Im Prozess gegen den jüdischen Musiker Gil Ofarim wegen Verleumdung und falscher Verdächtigungen hat der forensische Sachverständige Dirk Labudde einer weiteren wichtigen Darstellung des Künstlers widersprochen. Es gebe auf den Videos der Überwachungskamera keine Hinweise auf eine Kommunikation zwischen Ofarim und einer Person in der Schlange der Hotellobby hinter ihm, sagte Labudde am Donnerstag im Landgericht Leipzig.

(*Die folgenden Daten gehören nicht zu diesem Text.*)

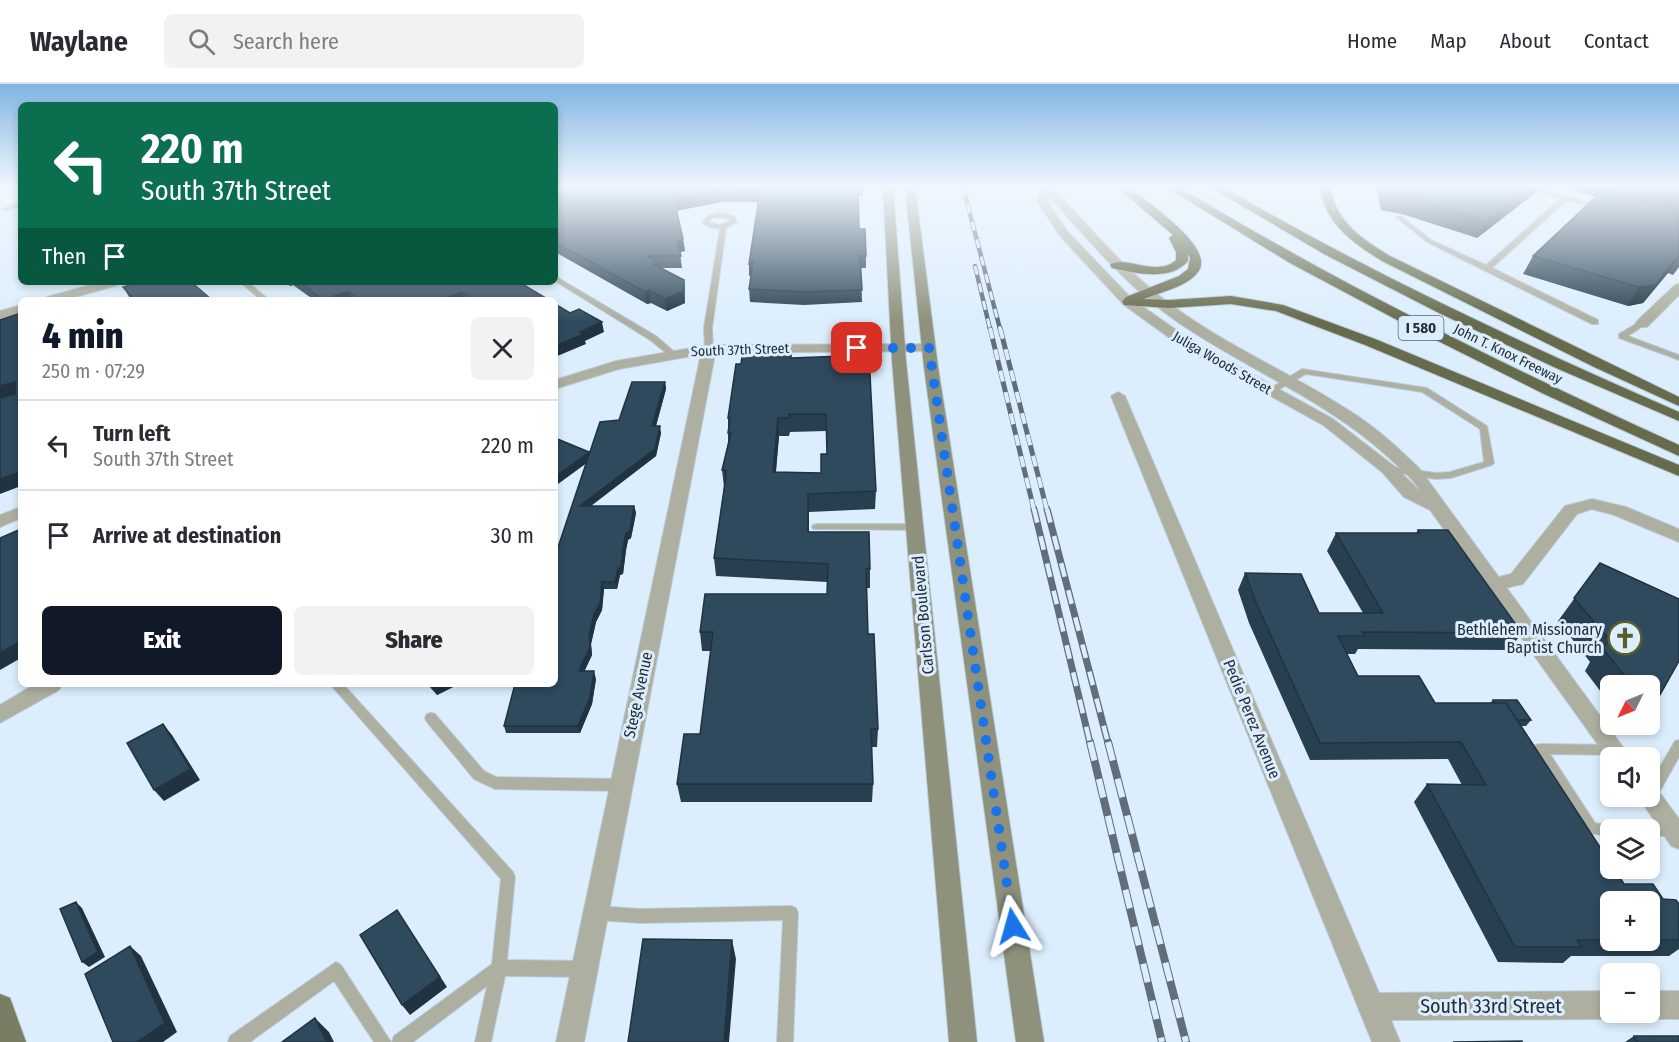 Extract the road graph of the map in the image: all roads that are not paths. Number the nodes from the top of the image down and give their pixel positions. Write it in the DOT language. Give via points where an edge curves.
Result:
graph roads {
  1 [pos="722,232"];
  2 [pos="891,232"];
  3 [pos="915,232"];
  4 [pos="1062,232"];
  5 [pos="1088,232"];
  6 [pos="1170,232"];
  7 [pos="1175,232"];
  8 [pos="1245,232"];
  9 [pos="1292,232"];
  10 [pos="1349,232"];
  11 [pos="1418,232"];
  12 [pos="1527,232"];
  13 [pos="1116,265"];
  14 [pos="1487,268"];
  15 [pos="558,280"];
  16 [pos="107,285"];
  17 [pos="248,285"];
  18 [pos="1679,288"];
  19 [pos="1147,293"];
  20 [pos="83,296"];
  21 [pos="262,297"];
  22 [pos="1128,302"];
  23 [pos="1161,304"];
  24 [pos="18,310"];
  25 [pos="0,315"];
  26 [pos="1595,322"];
  27 [pos="1642,324"];
  28 [pos="899,348"];
  29 [pos="929,348"];
  30 [pos="709,349"];
  31 [pos="673,354"];
  32 [pos="1679,358"];
  33 [pos="1286,381"];
  34 [pos="558,384"];
  35 [pos="1270,391"];
  36 [pos="1118,396"];
  37 [pos="1679,402"];
  38 [pos="1679,417"];
  39 [pos="1679,451"];
  40 [pos="1388,469"];
  41 [pos="1679,471"];
  42 [pos="1416,474"];
  43 [pos="1436,506"];
  44 [pos="18,513"];
  45 [pos="0,521"];
  46 [pos="817,527"];
  47 [pos="915,527"];
  48 [pos="1679,536"];
  49 [pos="1493,585"];
  50 [pos="47,687"];
  51 [pos="339,687"];
  52 [pos="0,716"];
  53 [pos="431,718"];
  54 [pos="1679,746"];
  55 [pos="1612,747"];
  56 [pos="1600,753"];
  57 [pos="1660,778"];
  58 [pos="620,785"];
  59 [pos="1656,807"];
  60 [pos="1600,829"];
  61 [pos="1660,832"];
  62 [pos="1676,834"];
  63 [pos="595,913"];
  64 [pos="499,968"];
  65 [pos="584,969"];
  66 [pos="1600,1005"];
  67 [pos="1660,1005"];
  68 [pos="1679,1005"];
  69 [pos="1371,1007"];
  70 [pos="0,1008"];
  71 [pos="7,1040"];
  72 [pos="236,1042"];
  73 [pos="383,1042"];
  74 [pos="400,1042"];
  75 [pos="483,1042"];
  76 [pos="570,1042"];
  77 [pos="785,1042"];
  78 [pos="963,1042"];
  79 [pos="1030,1042"];
  80 [pos="1386,1042"];
  1 -- 30 [label="lane" via="709,322"];
  2 -- 28 [label="main road, Carlson Boulevard"];
  3 -- 29 [label="main road"];
  4 -- 22 [label="street, Juliga Woods Street"];
  5 -- 13 [label="street, Juliga Woods Street"];
  6 -- 13 [label="highway" via="1183,250 1179,265 1150,272"];
  7 -- 19 [label="highway" via="1191,245 1196,266 1183,279"];
  8 -- 39 [label="highway, John T. Knox Freeway / I 580" via="1386,310"];
  9 -- 38 [label="highway, John T. Knox Freeway / I 580" via="1424,300"];
  10 -- 37 [label="highway" via="1380,254"];
  11 -- 14 [label="lane"];
  12 -- 14 [label="lane"];
  13 -- 19 [label="street, Juliga Woods Street"];
  14 -- 26 [label="lane"];
  15 -- 31 [label="lane"];
  16 -- 20 [label="street"];
  17 -- 21 [label="lane"];
  18 -- 27 [label="street"];
  19 -- 22 [label="highway"];
  19 -- 23 [label="street, Juliga Woods Street"];
  22 -- 23 [label="highway"];
  22 -- 35 [label="street, Juliga Woods Street" via="1186,344"];
  23 -- 33 [label="street, Juliga Woods Street" via="1202,333"];
  23 -- 41 [label="highway" via="1231,300 1287,310"];
  24 -- 25 [label="street"];
  27 -- 32 [label="lane" via="1622,336"];
  28 -- 29 [label="street, South 37th Street"];
  28 -- 30 [label="street, South 37th Street"];
  28 -- 47 [label="main road, Carlson Boulevard"];
  29 -- 79 [label="main road"];
  30 -- 31 [label="street, South 37th Street"];
  30 -- 58 [label="street, Stege Avenue"];
  31 -- 34 [label="street, South 37th Street" via="616,365"];
  33 -- 35 [label="lane"];
  33 -- 42 [label="street, Juliga Woods Street" via="1365,428"];
  33 -- 42 [label="lane" via="1305,371 1424,390 1484,428 1489,463 1451,475"];
  35 -- 40 [label="street, Juliga Woods Street" via="1328,422"];
  36 -- 69 [label="street, Pedie Perez Avenue"];
  40 -- 42 [label="lane"];
  40 -- 43 [label="street, Juliga Woods Street" via="1410,493"];
  42 -- 43 [label="street, Juliga Woods Street"];
  43 -- 49 [label="street, Juliga Woods Street"];
  44 -- 45 [label="street"];
  46 -- 47 [label="lane"];
  47 -- 78 [label="main road, Carlson Boulevard"];
  48 -- 49 [label="street" via="1592,504 1571,510 1517,579"];
  49 -- 55 [label="street, Juliga Woods Street"];
  50 -- 52 [label="street"];
  51 -- 64 [label="lane" via="508,877"];
  53 -- 58 [label="lane" via="479,775 495,783"];
  54 -- 57 [label="lane"];
  56 -- 60 [label="lane" via="1540,749 1591,829"];
  58 -- 63 [label="street, Stege Avenue"];
  59 -- 62 [label="street"];
  61 -- 62 [label="lane"];
  63 -- 65 [label="street, Stege Avenue"];
  63 -- 77 [label="lane" via="791,913"];
  64 -- 65 [label="lane"];
  64 -- 74 [label="lane"];
  64 -- 75 [label="lane"];
  65 -- 76 [label="street, Stege Avenue"];
  66 -- 69 [label="street, South 33rd Street"];
  67 -- 68 [label="street"];
  69 -- 80 [label="street, Pedie Perez Avenue"];
  70 -- 71 [label="main road"];
  72 -- 73 [label="lane" via="336,970"];
}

In Interviews hatte Ofarim behauptet, dass jemand hinter ihm gesagt hätte: "Pack’ den Stern weg." Gänzlich auszuschließen sei dies zwar nicht, weil alle Personen mit dem Rücken zur Kamera standen, sagte Gutachter Labudde. Aber es habe auch keine Geste Ofarims gegeben, die eine Kommunikation vermuten ließe.
Kette mit Davidstern erst vor Hotel hervorgezogen
Zudem führte Labudde vor Gericht Bildsequenzen vor, die nahelegen, dass der Musiker seine silberne Kette mit Davidstern erst vor dem Hotel unter dem T-Shirt hervorgezogen hatte. Die stark vergrößerten Standbilder zeigten zwei Sekunden, in denen Ofarim mit seiner linken Hand an den Hals greift, so Labudde. Ab diesem Zeitpunkt sei die Kette stets deutlich zu sehen. Labudde hatte Ofarims Darstellung bereits am Mittwoch widersprochen, die Kette sichtbar im Hotel getragen zu haben.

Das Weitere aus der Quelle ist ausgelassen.